=== WHAT IS REQUIRED ===
From the first entry to the last, copy each one exactly.

=== RECORDS FOR THIS TASK ===
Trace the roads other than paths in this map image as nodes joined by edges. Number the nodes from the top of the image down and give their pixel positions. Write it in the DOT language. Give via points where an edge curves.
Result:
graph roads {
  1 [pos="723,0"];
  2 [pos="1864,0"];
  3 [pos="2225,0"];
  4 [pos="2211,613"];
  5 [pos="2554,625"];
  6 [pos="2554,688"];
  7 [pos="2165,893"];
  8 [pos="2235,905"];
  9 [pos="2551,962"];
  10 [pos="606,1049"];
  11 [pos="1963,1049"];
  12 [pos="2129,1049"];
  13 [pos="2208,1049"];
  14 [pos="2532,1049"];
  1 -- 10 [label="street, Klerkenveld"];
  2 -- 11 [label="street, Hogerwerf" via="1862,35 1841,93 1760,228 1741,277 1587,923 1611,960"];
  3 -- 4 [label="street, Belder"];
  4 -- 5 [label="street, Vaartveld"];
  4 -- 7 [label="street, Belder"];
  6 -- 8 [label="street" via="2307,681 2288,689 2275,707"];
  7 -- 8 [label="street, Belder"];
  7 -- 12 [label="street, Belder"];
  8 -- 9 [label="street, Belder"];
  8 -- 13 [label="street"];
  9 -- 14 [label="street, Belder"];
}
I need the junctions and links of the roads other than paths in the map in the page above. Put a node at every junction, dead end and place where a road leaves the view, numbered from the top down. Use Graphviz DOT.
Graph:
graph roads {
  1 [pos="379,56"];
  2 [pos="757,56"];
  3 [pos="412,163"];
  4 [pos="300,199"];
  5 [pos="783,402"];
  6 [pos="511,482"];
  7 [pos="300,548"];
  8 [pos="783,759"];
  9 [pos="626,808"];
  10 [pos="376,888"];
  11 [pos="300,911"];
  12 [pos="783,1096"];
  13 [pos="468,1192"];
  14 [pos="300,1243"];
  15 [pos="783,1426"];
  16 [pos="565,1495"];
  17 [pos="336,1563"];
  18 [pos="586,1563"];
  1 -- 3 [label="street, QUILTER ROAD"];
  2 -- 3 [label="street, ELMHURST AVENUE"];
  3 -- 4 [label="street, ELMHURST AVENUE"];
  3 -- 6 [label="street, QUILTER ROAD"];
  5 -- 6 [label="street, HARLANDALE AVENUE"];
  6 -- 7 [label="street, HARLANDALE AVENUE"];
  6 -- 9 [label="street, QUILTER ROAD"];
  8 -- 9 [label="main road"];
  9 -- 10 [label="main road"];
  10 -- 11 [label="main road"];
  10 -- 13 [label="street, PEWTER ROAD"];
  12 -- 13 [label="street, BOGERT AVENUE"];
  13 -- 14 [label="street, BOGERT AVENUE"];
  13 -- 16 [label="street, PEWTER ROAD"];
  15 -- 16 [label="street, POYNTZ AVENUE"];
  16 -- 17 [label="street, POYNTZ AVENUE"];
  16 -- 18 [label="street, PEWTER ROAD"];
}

=== TASK ANSWER ===
Trace the roads other than paths in this map image as nodes joined by edges. Number the nodes from the top of the image down and give their pixel positions. Write it in the DOT language. Give via points where an edge curves.
Result:
graph roads {
  1 [pos="723,0"];
  2 [pos="1864,0"];
  3 [pos="2225,0"];
  4 [pos="2211,613"];
  5 [pos="2554,625"];
  6 [pos="2554,688"];
  7 [pos="2165,893"];
  8 [pos="2235,905"];
  9 [pos="2551,962"];
  10 [pos="606,1049"];
  11 [pos="1963,1049"];
  12 [pos="2129,1049"];
  13 [pos="2208,1049"];
  14 [pos="2532,1049"];
  1 -- 10 [label="street, Klerkenveld"];
  2 -- 11 [label="street, Hogerwerf" via="1862,35 1841,93 1760,228 1741,277 1587,923 1611,960"];
  3 -- 4 [label="street, Belder"];
  4 -- 5 [label="street, Vaartveld"];
  4 -- 7 [label="street, Belder"];
  6 -- 8 [label="street" via="2307,681 2288,689 2275,707"];
  7 -- 8 [label="street, Belder"];
  7 -- 12 [label="street, Belder"];
  8 -- 9 [label="street, Belder"];
  8 -- 13 [label="street"];
  9 -- 14 [label="street, Belder"];
}
I need the junctions and links of the roads other than paths in the map in the page above. Put a node at every junction, dead end and place where a road leaves the view, numbered from the top down. Use Graphviz DOT.
Graph:
graph roads {
  1 [pos="379,56"];
  2 [pos="757,56"];
  3 [pos="412,163"];
  4 [pos="300,199"];
  5 [pos="783,402"];
  6 [pos="511,482"];
  7 [pos="300,548"];
  8 [pos="783,759"];
  9 [pos="626,808"];
  10 [pos="376,888"];
  11 [pos="300,911"];
  12 [pos="783,1096"];
  13 [pos="468,1192"];
  14 [pos="300,1243"];
  15 [pos="783,1426"];
  16 [pos="565,1495"];
  17 [pos="336,1563"];
  18 [pos="586,1563"];
  1 -- 3 [label="street, QUILTER ROAD"];
  2 -- 3 [label="street, ELMHURST AVENUE"];
  3 -- 4 [label="street, ELMHURST AVENUE"];
  3 -- 6 [label="street, QUILTER ROAD"];
  5 -- 6 [label="street, HARLANDALE AVENUE"];
  6 -- 7 [label="street, HARLANDALE AVENUE"];
  6 -- 9 [label="street, QUILTER ROAD"];
  8 -- 9 [label="main road"];
  9 -- 10 [label="main road"];
  10 -- 11 [label="main road"];
  10 -- 13 [label="street, PEWTER ROAD"];
  12 -- 13 [label="street, BOGERT AVENUE"];
  13 -- 14 [label="street, BOGERT AVENUE"];
  13 -- 16 [label="street, PEWTER ROAD"];
  15 -- 16 [label="street, POYNTZ AVENUE"];
  16 -- 17 [label="street, POYNTZ AVENUE"];
  16 -- 18 [label="street, PEWTER ROAD"];
}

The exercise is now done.